Leaving the pictures aside, return all of the data below exactly.

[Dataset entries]

*** Begin section ***

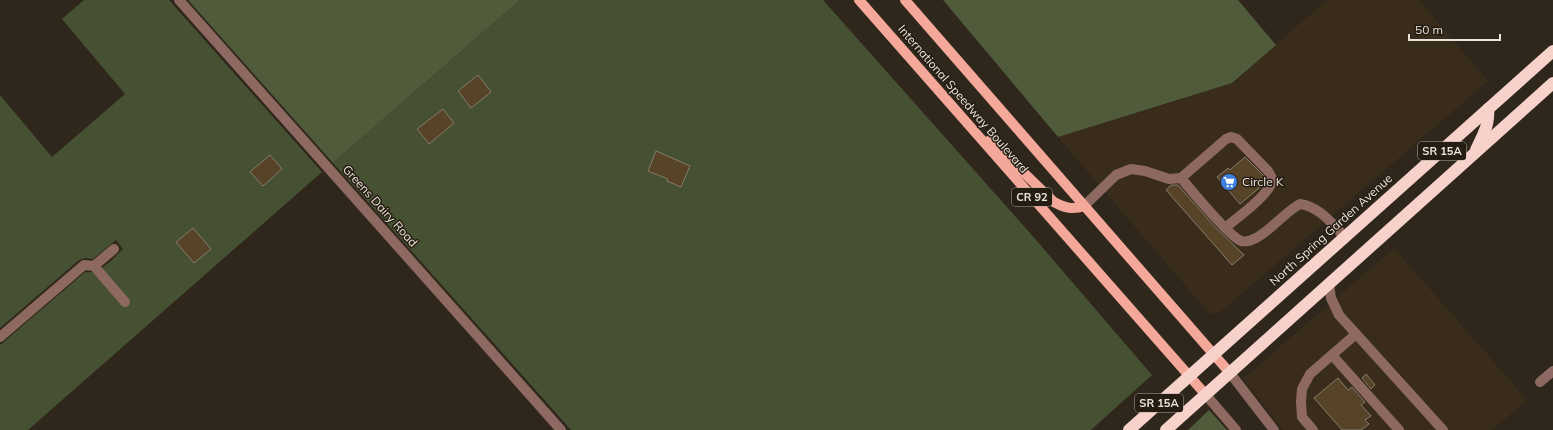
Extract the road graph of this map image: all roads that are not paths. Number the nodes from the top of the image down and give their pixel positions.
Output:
1 (179, 0) edge
2 (859, 0) edge
3 (905, 0) edge
4 (1553, 51) edge
5 (1553, 84) edge
6 (938, 90) junction
7 (1488, 109) junction
8 (1475, 153) junction
9 (1181, 178) junction
10 (1084, 206) junction
11 (1225, 228) junction
12 (1345, 237) junction
13 (114, 249) dead end
14 (94, 266) junction
15 (1329, 284) junction
16 (125, 302) dead end
17 (1356, 334) junction
18 (0, 337) edge
19 (1214, 354) junction
20 (1332, 355) junction
21 (1553, 371) edge
22 (1230, 373) junction
23 (1189, 376) junction
24 (1540, 382) dead end
25 (1206, 395) junction
26 (562, 430) edge
27 (1128, 430) edge
28 (1166, 430) edge
29 (1236, 430) edge
30 (1274, 430) edge
31 (1313, 430) edge
32 (1399, 430) edge
33 (1443, 430) edge

1 - 26 street, Greens Dairy Road
2 - 6 main road, International Speedway Boulevard / CR 92
3 - 10 main road, International Speedway Boulevard / CR 92
4 - 7 highway, North Spring Garden Avenue / SR 15A
5 - 8 highway, SR 15A
6 - 10 main road
6 - 23 main road, International Speedway Boulevard / CR 92
7 - 8 highway
7 - 12 highway, North Spring Garden Avenue / SR 15A
8 - 15 highway, SR 15A
9 - 10 street
9 - 11 street
9 - 11 street
10 - 19 main road, International Speedway Boulevard / CR 92
11 - 12 street
12 - 19 highway, North Spring Garden Avenue / SR 15A
13 - 14 street
14 - 16 street
14 - 18 street
15 - 17 street
15 - 22 highway, SR 15A
17 - 20 street
17 - 33 street
19 - 22 main road, International Speedway Boulevard / CR 92
19 - 23 highway, North Spring Garden Avenue / SR 15A
20 - 31 street
20 - 32 street
21 - 24 street
22 - 25 highway, SR 15A
22 - 30 street
23 - 25 main road, International Speedway Boulevard / CR 92
23 - 27 highway, North Spring Garden Avenue / SR 15A
25 - 28 highway, SR 15A
25 - 29 street

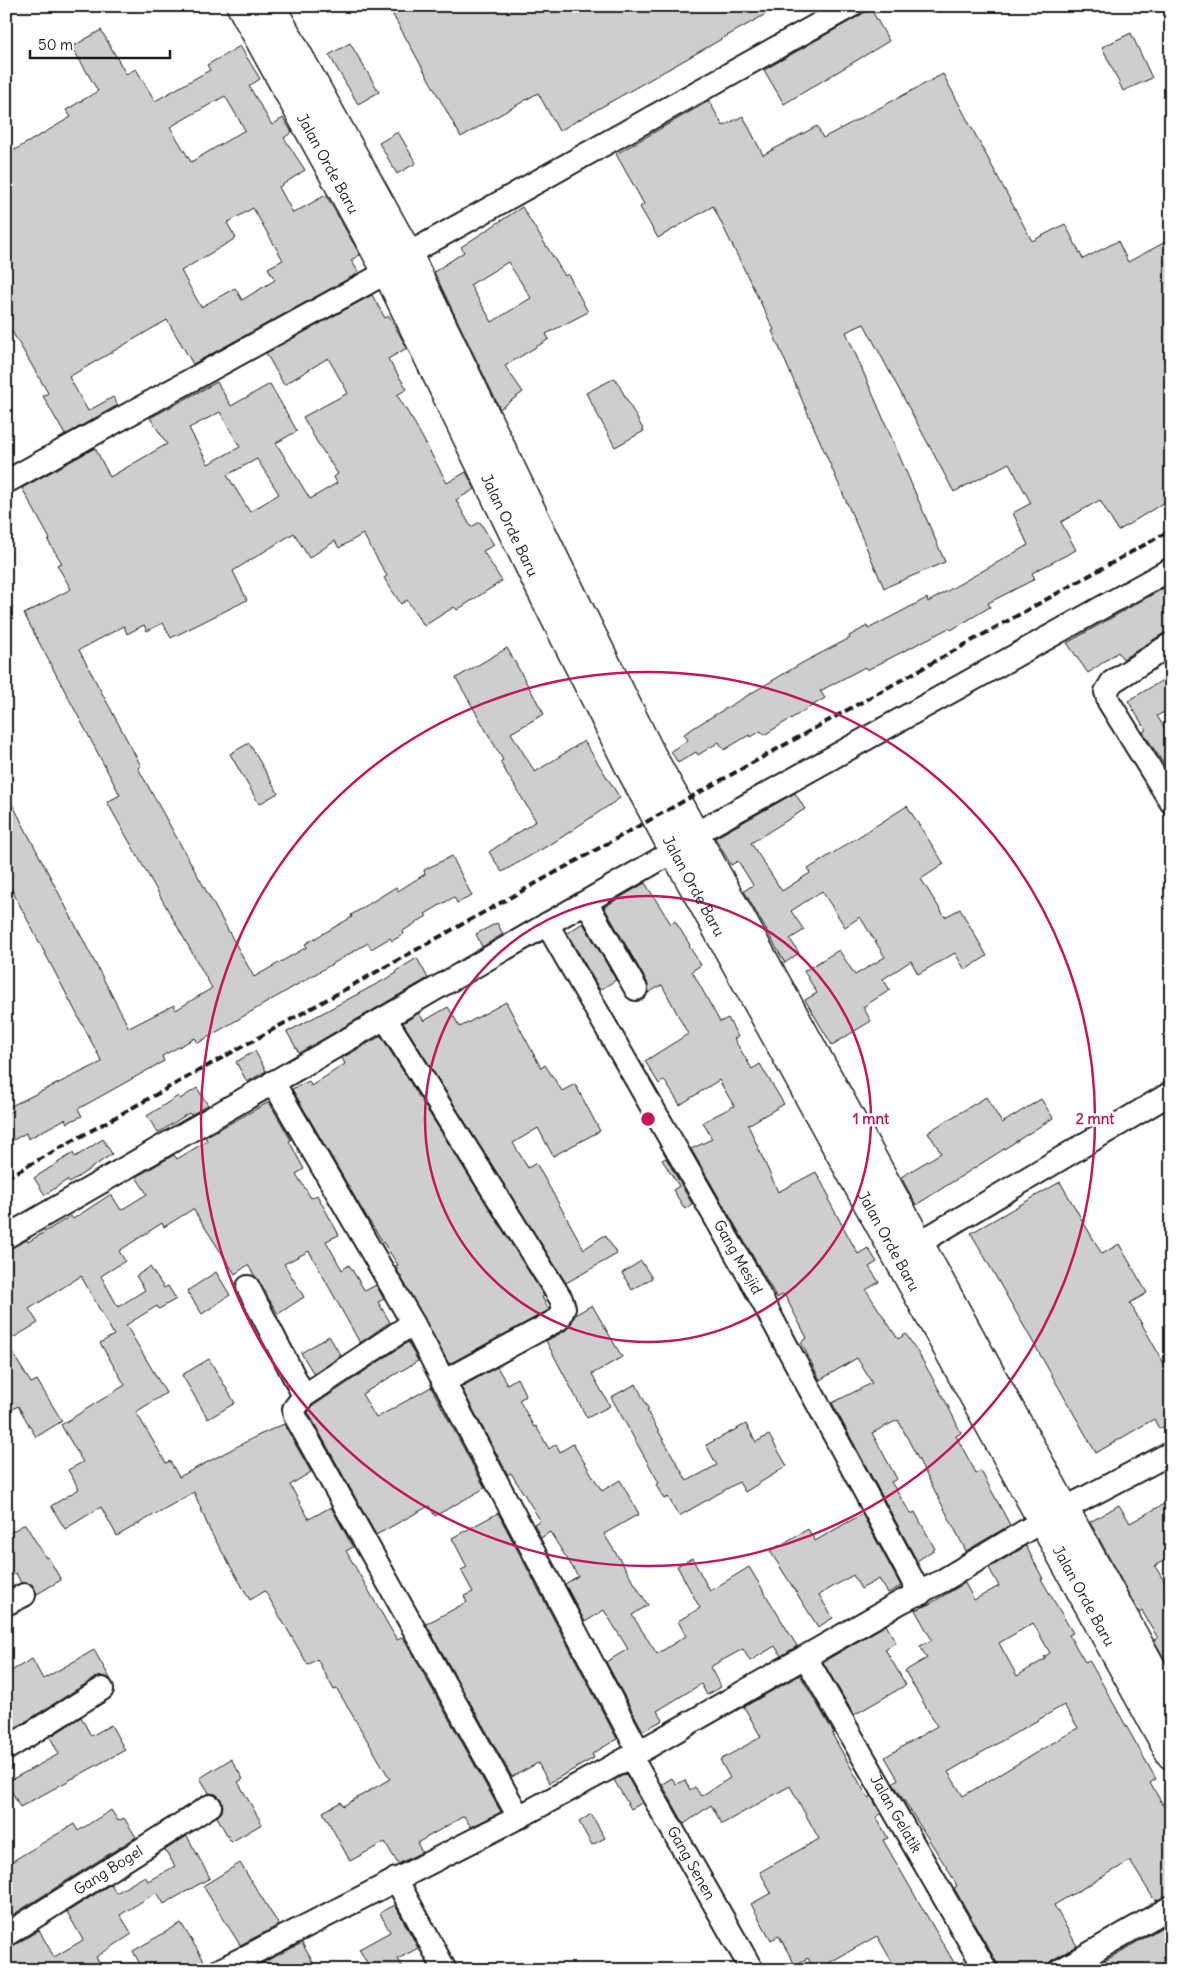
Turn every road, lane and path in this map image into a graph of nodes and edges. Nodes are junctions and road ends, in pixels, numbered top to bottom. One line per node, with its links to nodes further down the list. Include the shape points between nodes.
1 (241, 6): 4 (main road, Jalan Orde Baru)
2 (271, 6): 4 (main road, Jalan Orde Baru)
3 (851, 6): 5 (street)
4 (273, 36): 5 (main road, Jalan Orde Baru); 6 (main road, Jalan Orde Baru)
5 (408, 254): 7 (main road, Jalan Orde Baru)
6 (387, 272): 7 (main road, Jalan Orde Baru); 8 (street)
7 (484, 443): 12 (main road, Jalan Orde Baru); 13 (main road, Jalan Orde Baru, via 630,768)
8 (6, 482)
9 (1171, 569): 12 (street)
10 (1171, 644): 11 (street, via 1112,682 1106,692 1109,702)
11 (1168, 790)
12 (696, 834): 21 (main road, Jalan Orde Baru)
13 (674, 851): 14 (street); 21 (main road, Jalan Orde Baru)
14 (586, 902): 15 (street); 16 (street)
15 (548, 924): 17 (street); 28 (street, Gang Mesjid, via 750,1278)
16 (636, 989)
17 (385, 1018): 18 (street); 24 (street, via 564,1308 559,1319)
18 (273, 1082): 20 (street); 23 (street, Gang Senen)
19 (1171, 1093): 21 (street)
20 (6, 1237)
21 (908, 1251): 27 (main road, Jalan Orde Baru)
22 (248, 1287): 25 (street)
23 (413, 1323): 24 (street, Gang Senen); 25 (street)
24 (443, 1382): 33 (street, Gang Senen)
25 (304, 1396): 36 (street, via 294,1409 297,1422)
26 (1171, 1453): 27 (street)
27 (1053, 1515): 28 (street); 31 (main road, Jalan Orde Baru); 34 (main road, Jalan Orde Baru)
28 (920, 1594): 29 (street)
29 (806, 1658): 33 (street); 43 (street, Jalan Gelatik)
30 (102, 1689): 32 (street)
31 (1171, 1703)
32 (6, 1749)
33 (635, 1754): 36 (street); 42 (street, Gang Senen)
34 (1171, 1755)
35 (210, 1806): 39 (street, Gang Bogel)
36 (518, 1817): 37 (street)
37 (396, 1879): 40 (street); 41 (street)
38 (1171, 1908): 44 (street)
39 (6, 1935)
40 (220, 1970)
41 (445, 1970)
42 (752, 1970)
43 (986, 1970)
44 (1060, 1970)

*** End section ***

> [SOLUTION]:
Extract the road graph of this map image: all roads that are not paths. Number the nodes from the top of the image down and give their pixel positions.
Output:
1 (179, 0) edge
2 (859, 0) edge
3 (905, 0) edge
4 (1553, 51) edge
5 (1553, 84) edge
6 (938, 90) junction
7 (1488, 109) junction
8 (1475, 153) junction
9 (1181, 178) junction
10 (1084, 206) junction
11 (1225, 228) junction
12 (1345, 237) junction
13 (114, 249) dead end
14 (94, 266) junction
15 (1329, 284) junction
16 (125, 302) dead end
17 (1356, 334) junction
18 (0, 337) edge
19 (1214, 354) junction
20 (1332, 355) junction
21 (1553, 371) edge
22 (1230, 373) junction
23 (1189, 376) junction
24 (1540, 382) dead end
25 (1206, 395) junction
26 (562, 430) edge
27 (1128, 430) edge
28 (1166, 430) edge
29 (1236, 430) edge
30 (1274, 430) edge
31 (1313, 430) edge
32 (1399, 430) edge
33 (1443, 430) edge

1 - 26 street, Greens Dairy Road
2 - 6 main road, International Speedway Boulevard / CR 92
3 - 10 main road, International Speedway Boulevard / CR 92
4 - 7 highway, North Spring Garden Avenue / SR 15A
5 - 8 highway, SR 15A
6 - 10 main road
6 - 23 main road, International Speedway Boulevard / CR 92
7 - 8 highway
7 - 12 highway, North Spring Garden Avenue / SR 15A
8 - 15 highway, SR 15A
9 - 10 street
9 - 11 street
9 - 11 street
10 - 19 main road, International Speedway Boulevard / CR 92
11 - 12 street
12 - 19 highway, North Spring Garden Avenue / SR 15A
13 - 14 street
14 - 16 street
14 - 18 street
15 - 17 street
15 - 22 highway, SR 15A
17 - 20 street
17 - 33 street
19 - 22 main road, International Speedway Boulevard / CR 92
19 - 23 highway, North Spring Garden Avenue / SR 15A
20 - 31 street
20 - 32 street
21 - 24 street
22 - 25 highway, SR 15A
22 - 30 street
23 - 25 main road, International Speedway Boulevard / CR 92
23 - 27 highway, North Spring Garden Avenue / SR 15A
25 - 28 highway, SR 15A
25 - 29 street

Turn every road, lane and path in this map image into a graph of nodes and edges. Nodes are junctions and road ends, in pixels, numbered top to bottom. One line per node, with its links to nodes further down the list. Include the shape points between nodes.
1 (241, 6): 4 (main road, Jalan Orde Baru)
2 (271, 6): 4 (main road, Jalan Orde Baru)
3 (851, 6): 5 (street)
4 (273, 36): 5 (main road, Jalan Orde Baru); 6 (main road, Jalan Orde Baru)
5 (408, 254): 7 (main road, Jalan Orde Baru)
6 (387, 272): 7 (main road, Jalan Orde Baru); 8 (street)
7 (484, 443): 12 (main road, Jalan Orde Baru); 13 (main road, Jalan Orde Baru, via 630,768)
8 (6, 482)
9 (1171, 569): 12 (street)
10 (1171, 644): 11 (street, via 1112,682 1106,692 1109,702)
11 (1168, 790)
12 (696, 834): 21 (main road, Jalan Orde Baru)
13 (674, 851): 14 (street); 21 (main road, Jalan Orde Baru)
14 (586, 902): 15 (street); 16 (street)
15 (548, 924): 17 (street); 28 (street, Gang Mesjid, via 750,1278)
16 (636, 989)
17 (385, 1018): 18 (street); 24 (street, via 564,1308 559,1319)
18 (273, 1082): 20 (street); 23 (street, Gang Senen)
19 (1171, 1093): 21 (street)
20 (6, 1237)
21 (908, 1251): 27 (main road, Jalan Orde Baru)
22 (248, 1287): 25 (street)
23 (413, 1323): 24 (street, Gang Senen); 25 (street)
24 (443, 1382): 33 (street, Gang Senen)
25 (304, 1396): 36 (street, via 294,1409 297,1422)
26 (1171, 1453): 27 (street)
27 (1053, 1515): 28 (street); 31 (main road, Jalan Orde Baru); 34 (main road, Jalan Orde Baru)
28 (920, 1594): 29 (street)
29 (806, 1658): 33 (street); 43 (street, Jalan Gelatik)
30 (102, 1689): 32 (street)
31 (1171, 1703)
32 (6, 1749)
33 (635, 1754): 36 (street); 42 (street, Gang Senen)
34 (1171, 1755)
35 (210, 1806): 39 (street, Gang Bogel)
36 (518, 1817): 37 (street)
37 (396, 1879): 40 (street); 41 (street)
38 (1171, 1908): 44 (street)
39 (6, 1935)
40 (220, 1970)
41 (445, 1970)
42 (752, 1970)
43 (986, 1970)
44 (1060, 1970)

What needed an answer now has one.